§ **Task objective**:
Check the records below line by line. Give the count of lines with "list", and nothing else.

§ **Records provided**:
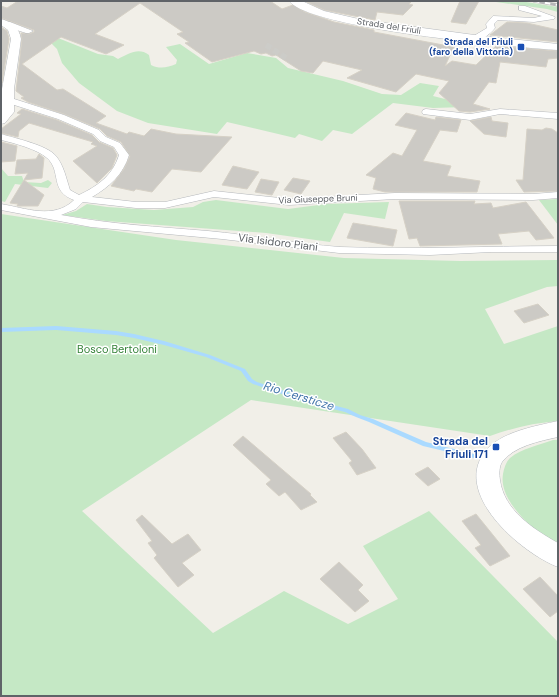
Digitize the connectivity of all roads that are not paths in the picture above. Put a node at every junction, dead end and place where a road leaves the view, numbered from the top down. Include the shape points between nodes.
1 (294, 1) edge
2 (522, 8) dead end
3 (4, 23) edge
4 (16, 39) junction
5 (475, 39) junction
6 (558, 47) edge
7 (8, 100) junction
8 (426, 112) dead end
9 (558, 116) edge
10 (1, 120) edge
11 (1, 137) edge
12 (558, 195) edge
13 (80, 199) junction
14 (1, 207) edge
15 (45, 216) junction
16 (558, 249) edge
17 (558, 429) edge
18 (558, 556) edge

1 - 5 main road, Strada del Friuli via 308,9 331,16
2 - 5 street via 551,17 534,20 496,18 486,33
3 - 4 street via 12,28
3 - 4 street via 28,35
4 - 7 street
5 - 6 main road, Strada del Friuli
7 - 10 street via 8,112
7 - 13 street via 61,117 96,132 117,145 124,155 110,180 92,195
8 - 9 street via 470,117 500,112
11 - 13 street, Via Giuseppe Bruni via 25,143 51,156 58,167 65,191 69,196
12 - 13 street, Via Giuseppe Bruni via 395,196 322,198 289,202 214,194 166,205 149,206
13 - 15 street via 70,208
14 - 15 street, Via Isidoro Piani
15 - 16 street, Via Isidoro Piani via 91,224 339,250 430,252
17 - 18 main road via 535,434 503,449 489,463 488,471 488,483 501,510 511,523

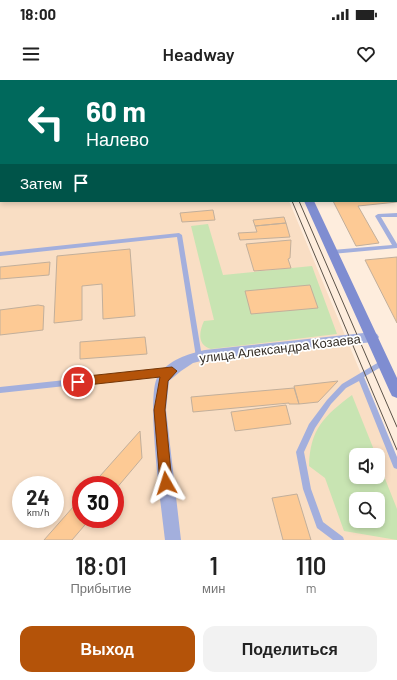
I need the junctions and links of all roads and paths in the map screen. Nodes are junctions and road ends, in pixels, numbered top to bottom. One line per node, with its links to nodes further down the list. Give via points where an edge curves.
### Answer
1 (309, 202): 4 (street)
2 (397, 215): 3 (lane, via 378,216)
3 (396, 246): 4 (lane)
4 (332, 252): 6 (street)
5 (0, 254): 7 (lane, via 179,235)
6 (373, 337): 7 (street, улица Александра Козаева); 8 (street)
7 (199, 357): 9 (street, улица Александра Козаева, via 189,359)
8 (384, 362): 10 (lane); 12 (street)
9 (172, 371): 11 (lane); 14 (street, улица Александра Козаева, via 164,379 159,410)
10 (360, 376): 13 (lane); 15 (lane, via 344,386 329,402 312,426 300,452 307,489 320,525)
11 (0, 390)
12 (397, 392)
13 (397, 466)
14 (173, 540)
15 (340, 540)

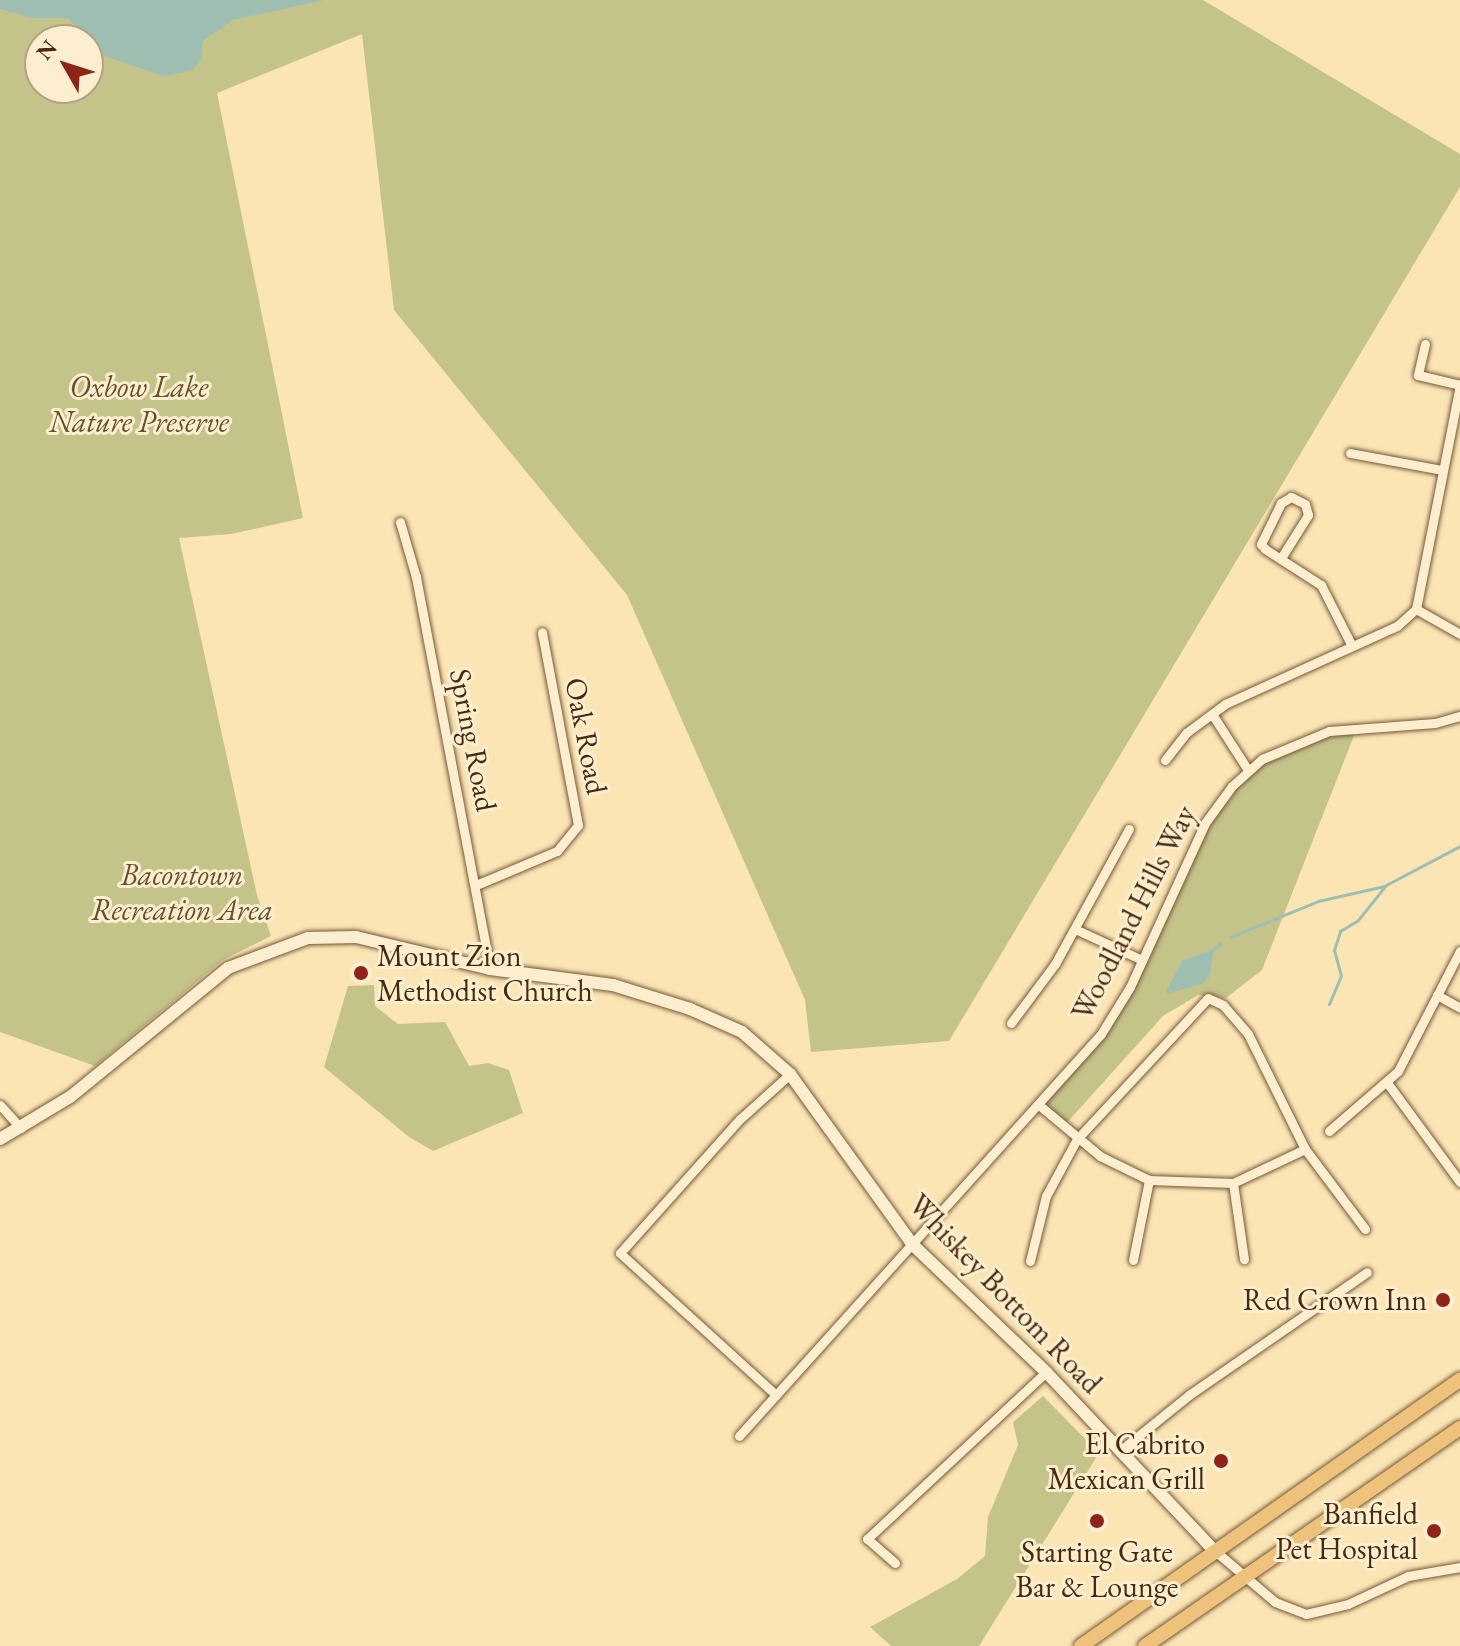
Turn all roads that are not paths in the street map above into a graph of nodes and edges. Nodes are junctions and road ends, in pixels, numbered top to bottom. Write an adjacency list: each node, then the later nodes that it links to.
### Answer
1 (1425, 344): 2 (street)
2 (1460, 385): 3 (street)
3 (1449, 436): 4 (street); 6 (street)
4 (1460, 438)
5 (1350, 453): 6 (street)
6 (1442, 470): 9 (street)
7 (400, 522): 18 (street, Spring Road)
8 (1281, 558): 8 (street); 12 (street)
9 (1416, 609): 11 (street); 12 (street)
10 (542, 632): 18 (street, Oak Road)
11 (1460, 634)
12 (1352, 646): 13 (street)
13 (1212, 714): 15 (street); 16 (street)
14 (1460, 716): 16 (street, Woodland Hills Way)
15 (1165, 760)
16 (1248, 770): 21 (street, Woodland Hills Way)
17 (1129, 829): 19 (street)
18 (476, 885): 22 (street, Spring Road)
19 (1075, 929): 21 (street); 25 (street)
20 (1460, 951): 23 (street)
21 (1142, 960): 29 (street, Woodland Hills Way)
22 (490, 969): 26 (street, Whiskey Bottom Road); 30 (street, Whiskey Bottom Road)
23 (1437, 995): 24 (street); 27 (street)
24 (1460, 1008)
25 (1011, 1023)
26 (790, 1074): 39 (street, Whiskey Bottom Road); 46 (street)
27 (1388, 1084): 31 (street); 36 (street)
28 (0, 1105): 30 (street)
29 (1039, 1105): 33 (street); 39 (street, Woodland Hills Way)
30 (21, 1128): 32 (street, Whiskey Bottom Road)
31 (1329, 1131)
32 (2, 1133)
33 (1077, 1139): 34 (street); 35 (street); 42 (street)
34 (1305, 1149): 37 (street); 38 (street)
35 (1149, 1180): 37 (street); 41 (street)
36 (1460, 1182)
37 (1233, 1183): 40 (street)
38 (1365, 1229)
39 (912, 1244): 44 (street, Whiskey Bottom Road); 46 (street, Woodland Hills Way)
40 (1244, 1259)
41 (1133, 1260)
42 (1030, 1261)
43 (1367, 1272): 49 (street)
44 (1046, 1372): 49 (street, Whiskey Bottom Road); 51 (street)
45 (1460, 1380): 50 (main road)
46 (776, 1395): 48 (street, Woodland Hills Way)
47 (1460, 1428): 53 (main road)
48 (739, 1436)
49 (1121, 1450): 50 (street, Whiskey Bottom Road)
50 (1214, 1550): 53 (street); 54 (main road)
51 (895, 1563)
52 (1460, 1567): 53 (street)
53 (1242, 1577): 55 (main road)
54 (1081, 1646)
55 (1145, 1646)

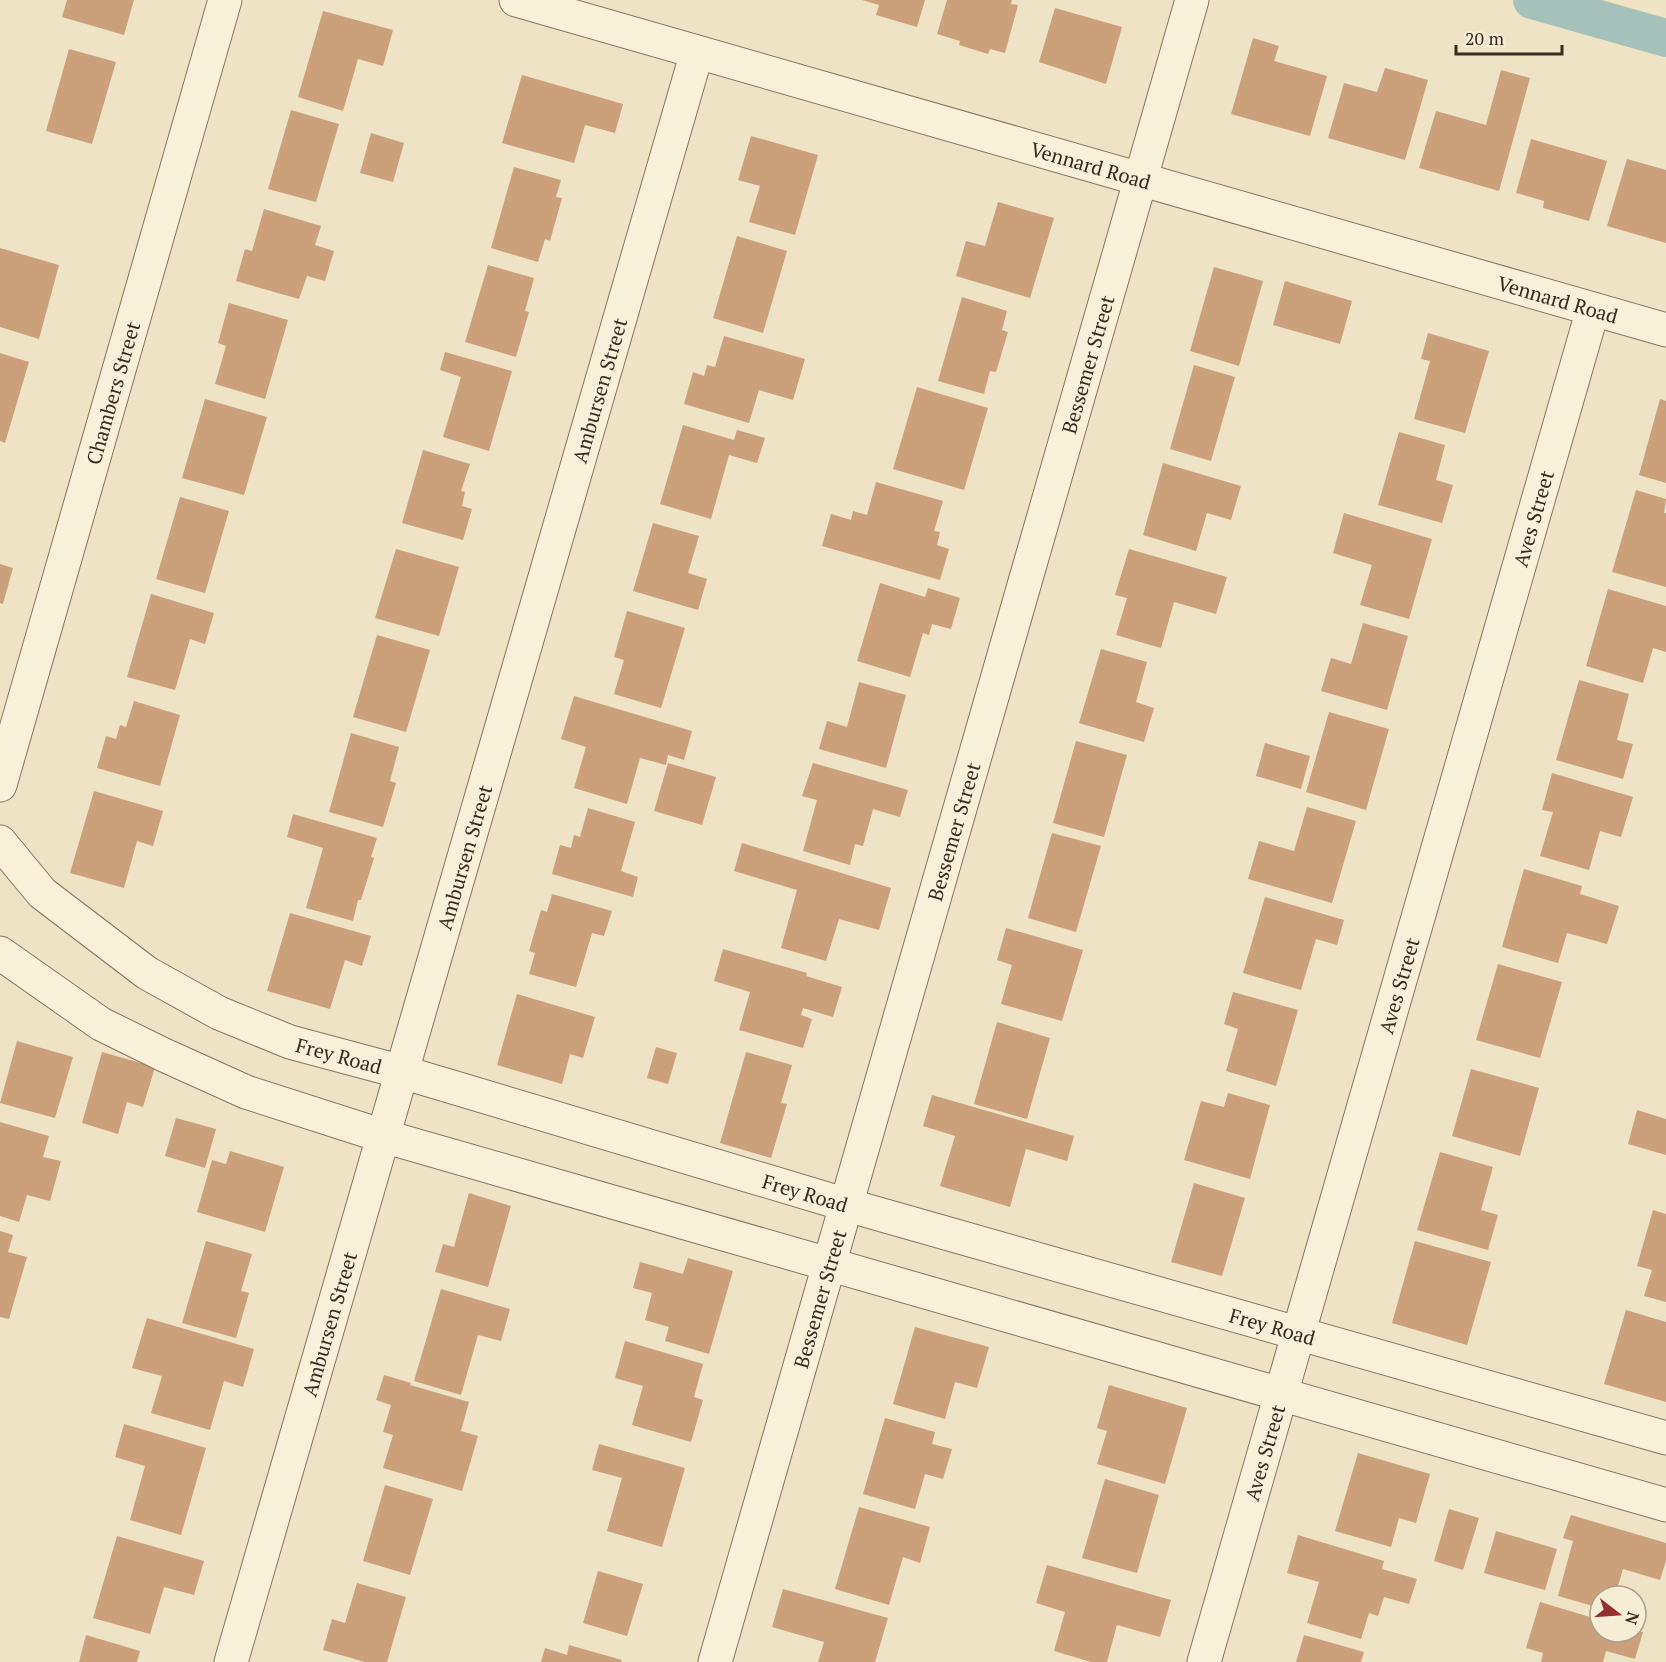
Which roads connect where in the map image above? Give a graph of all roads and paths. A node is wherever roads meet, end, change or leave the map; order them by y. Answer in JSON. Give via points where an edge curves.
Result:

§ **Solved problem**:
2